■ INFORMATION GIVEN
┏━━

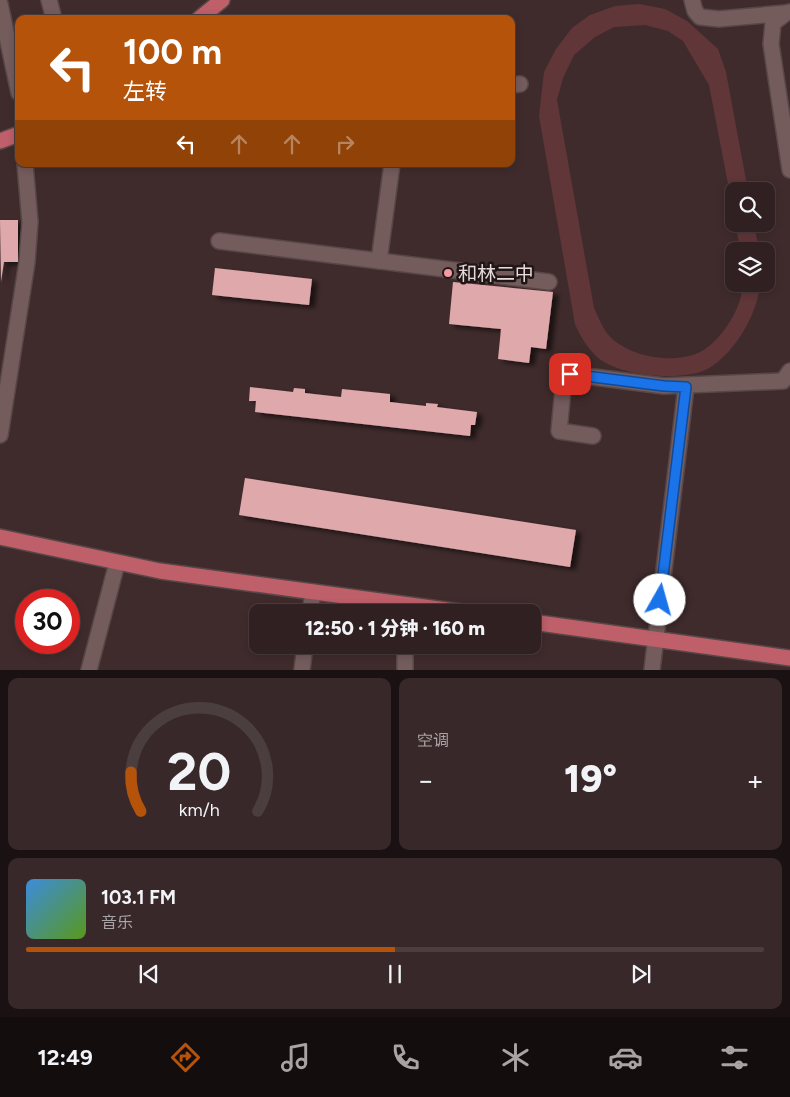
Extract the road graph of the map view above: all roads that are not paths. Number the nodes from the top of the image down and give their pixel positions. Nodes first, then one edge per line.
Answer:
1 (49, 0) edge
2 (222, 0) edge
3 (692, 0) edge
4 (0, 4) edge
5 (788, 12) edge
6 (53, 15) edge
7 (203, 15) edge
8 (15, 74) edge
9 (15, 135) edge
10 (0, 141) edge
11 (25, 167) edge
12 (392, 167) edge
13 (790, 170) edge
14 (219, 241) dead end
15 (379, 261) junction
16 (549, 282) dead end
17 (790, 371) edge
18 (686, 387) junction
19 (0, 435) edge
20 (592, 436) dead end
21 (0, 537) edge
22 (117, 563) junction
23 (313, 592) junction
24 (311, 604) edge
25 (377, 604) edge
26 (541, 623) edge
27 (655, 639) junction
28 (304, 654) edge
29 (404, 654) edge
30 (790, 658) edge
31 (89, 670) edge
32 (302, 670) edge
33 (404, 670) edge
34 (652, 670) edge

1 - 6 street
2 - 7 main road
3 - 5 street
4 - 8 street
5 - 13 street
9 - 10 main road
11 - 19 street
12 - 15 street
14 - 15 street
15 - 16 street
17 - 18 street
18 - 20 street
18 - 27 street
21 - 22 main road
22 - 23 main road
22 - 31 street
23 - 24 street
23 - 25 main road
26 - 27 main road
27 - 30 main road
27 - 34 street
28 - 32 street
29 - 33 street

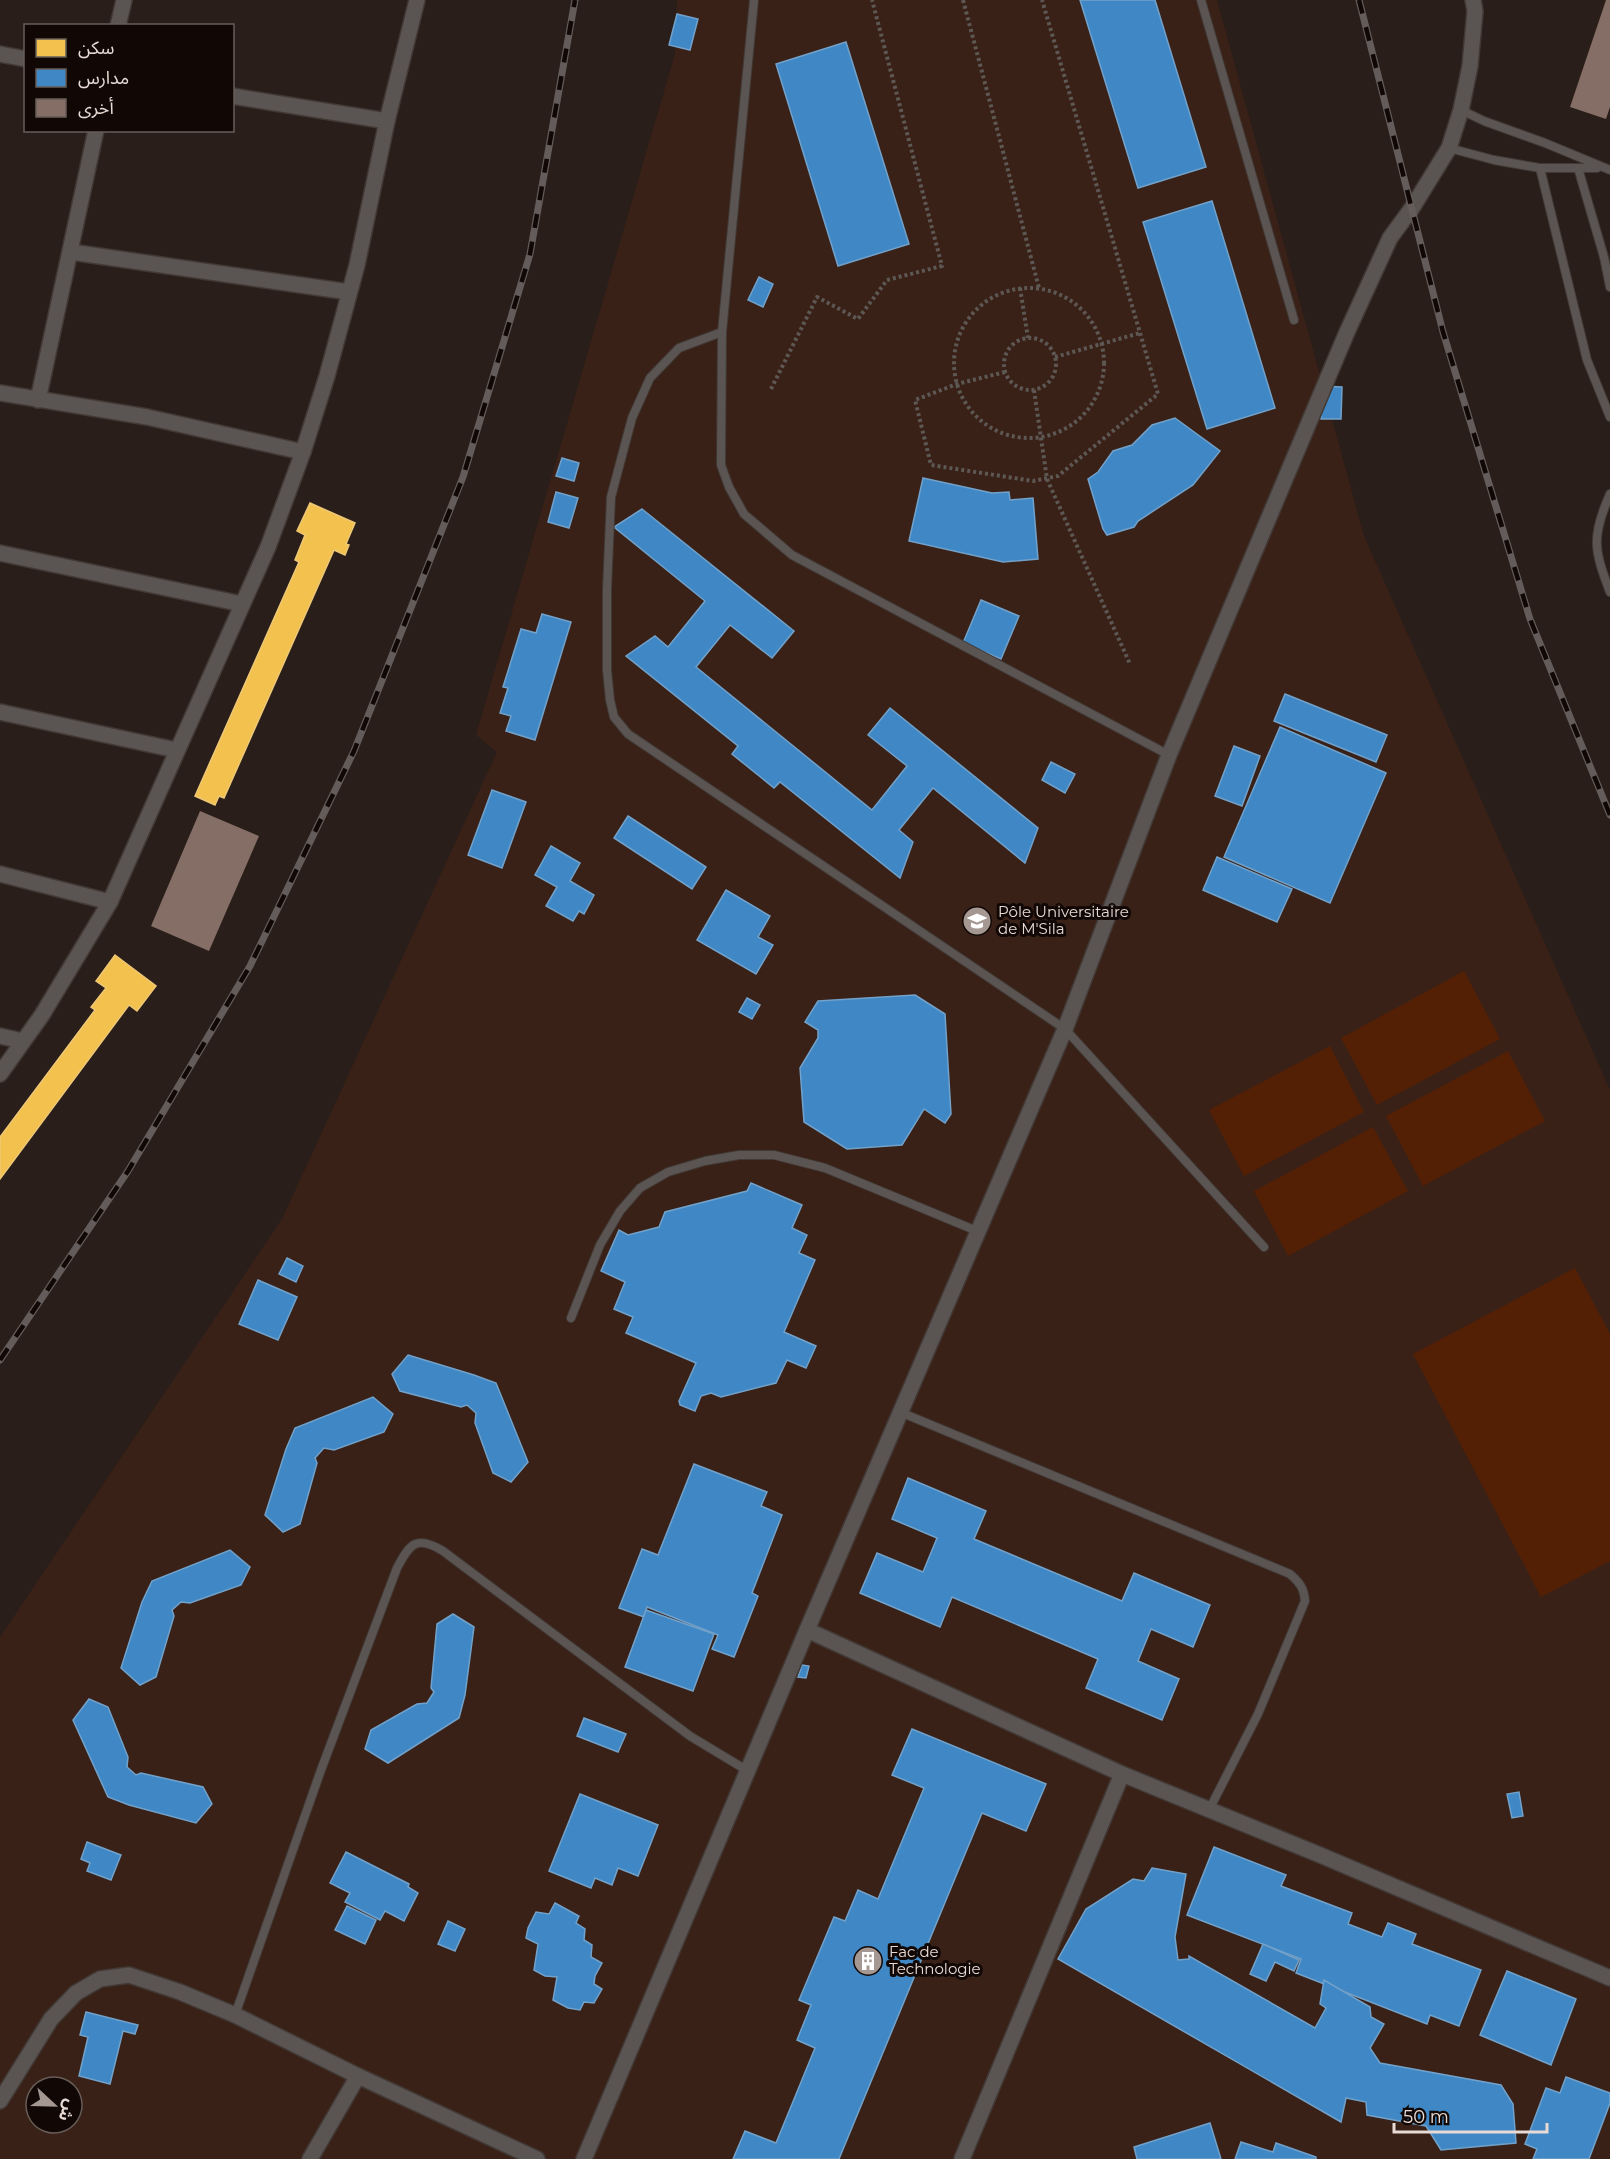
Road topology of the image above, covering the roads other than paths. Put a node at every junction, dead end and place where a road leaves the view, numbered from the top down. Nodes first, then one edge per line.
1 (124, 0) edge
2 (417, 0) edge
3 (754, 0) edge
4 (1201, 0) edge
5 (1477, 4) edge
6 (118, 24) edge
7 (0, 54) edge
8 (24, 59) edge
9 (234, 96) edge
10 (1461, 110) junction
11 (387, 121) junction
12 (96, 132) edge
13 (1449, 148) junction
14 (1540, 168) junction
15 (1578, 168) junction
16 (1601, 168) junction
17 (1610, 170) edge
18 (71, 252) junction
19 (1610, 287) edge
20 (349, 292) junction
21 (1294, 320) dead end
22 (722, 332) junction
23 (0, 393) edge
24 (38, 400) junction
25 (1610, 417) edge
26 (303, 452) junction
27 (1610, 494) edge
28 (0, 553) edge
29 (1610, 592) edge
30 (242, 604) junction
31 (0, 712) edge
32 (176, 750) junction
33 (1169, 754) junction
34 (0, 874) edge
35 (110, 903) junction
36 (1065, 1029) junction
37 (0, 1036) edge
38 (23, 1041) junction
39 (0, 1074) edge
40 (977, 1231) junction
41 (1264, 1247) dead end
42 (572, 1318) dead end
43 (900, 1412) junction
44 (807, 1630) junction
45 (748, 1771) junction
46 (1122, 1774) junction
47 (1209, 1810) junction
48 (1610, 1978) edge
49 (235, 2015) junction
50 (358, 2076) junction
51 (0, 2101) edge
52 (310, 2159) edge
53 (537, 2159) edge
54 (584, 2159) edge
55 (962, 2159) edge

1 - 6 street
2 - 11 street
3 - 22 lane
4 - 21 lane
5 - 10 street
7 - 8 street
9 - 11 street
10 - 13 street
10 - 16 lane
11 - 20 street
12 - 18 street
13 - 14 lane
13 - 33 street
14 - 15 lane
14 - 25 lane
15 - 16 lane
15 - 19 lane
16 - 17 lane
18 - 20 street
18 - 24 street
20 - 26 street
22 - 33 lane
22 - 36 lane
23 - 24 street
24 - 26 street
26 - 30 street
27 - 29 lane
28 - 30 street
30 - 32 street
31 - 32 street
32 - 35 street
33 - 36 street
34 - 35 street
35 - 38 street
36 - 40 street
36 - 41 lane
37 - 38 street
38 - 39 street
40 - 42 lane
40 - 43 street
43 - 44 street
43 - 47 lane
44 - 45 street
44 - 46 street
45 - 49 lane
45 - 54 street
46 - 47 street
46 - 55 street
47 - 48 street
49 - 50 street
49 - 51 street
50 - 52 street
50 - 53 street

┗━━

■ INSTRUCTIONS TO FOLLOW
Word for word, output the whole listing, but not its pictures.

■ OUTPUT BELOW
Extract the road graph of the map view above: all roads that are not paths. Number the nodes from the top of the image down and give their pixel positions. Nodes first, then one edge per line.
Answer:
1 (49, 0) edge
2 (222, 0) edge
3 (692, 0) edge
4 (0, 4) edge
5 (788, 12) edge
6 (53, 15) edge
7 (203, 15) edge
8 (15, 74) edge
9 (15, 135) edge
10 (0, 141) edge
11 (25, 167) edge
12 (392, 167) edge
13 (790, 170) edge
14 (219, 241) dead end
15 (379, 261) junction
16 (549, 282) dead end
17 (790, 371) edge
18 (686, 387) junction
19 (0, 435) edge
20 (592, 436) dead end
21 (0, 537) edge
22 (117, 563) junction
23 (313, 592) junction
24 (311, 604) edge
25 (377, 604) edge
26 (541, 623) edge
27 (655, 639) junction
28 (304, 654) edge
29 (404, 654) edge
30 (790, 658) edge
31 (89, 670) edge
32 (302, 670) edge
33 (404, 670) edge
34 (652, 670) edge

1 - 6 street
2 - 7 main road
3 - 5 street
4 - 8 street
5 - 13 street
9 - 10 main road
11 - 19 street
12 - 15 street
14 - 15 street
15 - 16 street
17 - 18 street
18 - 20 street
18 - 27 street
21 - 22 main road
22 - 23 main road
22 - 31 street
23 - 24 street
23 - 25 main road
26 - 27 main road
27 - 30 main road
27 - 34 street
28 - 32 street
29 - 33 street

Road topology of the image above, covering the roads other than paths. Put a node at every junction, dead end and place where a road leaves the view, numbered from the top down. Nodes first, then one edge per line.
1 (124, 0) edge
2 (417, 0) edge
3 (754, 0) edge
4 (1201, 0) edge
5 (1477, 4) edge
6 (118, 24) edge
7 (0, 54) edge
8 (24, 59) edge
9 (234, 96) edge
10 (1461, 110) junction
11 (387, 121) junction
12 (96, 132) edge
13 (1449, 148) junction
14 (1540, 168) junction
15 (1578, 168) junction
16 (1601, 168) junction
17 (1610, 170) edge
18 (71, 252) junction
19 (1610, 287) edge
20 (349, 292) junction
21 (1294, 320) dead end
22 (722, 332) junction
23 (0, 393) edge
24 (38, 400) junction
25 (1610, 417) edge
26 (303, 452) junction
27 (1610, 494) edge
28 (0, 553) edge
29 (1610, 592) edge
30 (242, 604) junction
31 (0, 712) edge
32 (176, 750) junction
33 (1169, 754) junction
34 (0, 874) edge
35 (110, 903) junction
36 (1065, 1029) junction
37 (0, 1036) edge
38 (23, 1041) junction
39 (0, 1074) edge
40 (977, 1231) junction
41 (1264, 1247) dead end
42 (572, 1318) dead end
43 (900, 1412) junction
44 (807, 1630) junction
45 (748, 1771) junction
46 (1122, 1774) junction
47 (1209, 1810) junction
48 (1610, 1978) edge
49 (235, 2015) junction
50 (358, 2076) junction
51 (0, 2101) edge
52 (310, 2159) edge
53 (537, 2159) edge
54 (584, 2159) edge
55 (962, 2159) edge

1 - 6 street
2 - 11 street
3 - 22 lane
4 - 21 lane
5 - 10 street
7 - 8 street
9 - 11 street
10 - 13 street
10 - 16 lane
11 - 20 street
12 - 18 street
13 - 14 lane
13 - 33 street
14 - 15 lane
14 - 25 lane
15 - 16 lane
15 - 19 lane
16 - 17 lane
18 - 20 street
18 - 24 street
20 - 26 street
22 - 33 lane
22 - 36 lane
23 - 24 street
24 - 26 street
26 - 30 street
27 - 29 lane
28 - 30 street
30 - 32 street
31 - 32 street
32 - 35 street
33 - 36 street
34 - 35 street
35 - 38 street
36 - 40 street
36 - 41 lane
37 - 38 street
38 - 39 street
40 - 42 lane
40 - 43 street
43 - 44 street
43 - 47 lane
44 - 45 street
44 - 46 street
45 - 49 lane
45 - 54 street
46 - 47 street
46 - 55 street
47 - 48 street
49 - 50 street
49 - 51 street
50 - 52 street
50 - 53 street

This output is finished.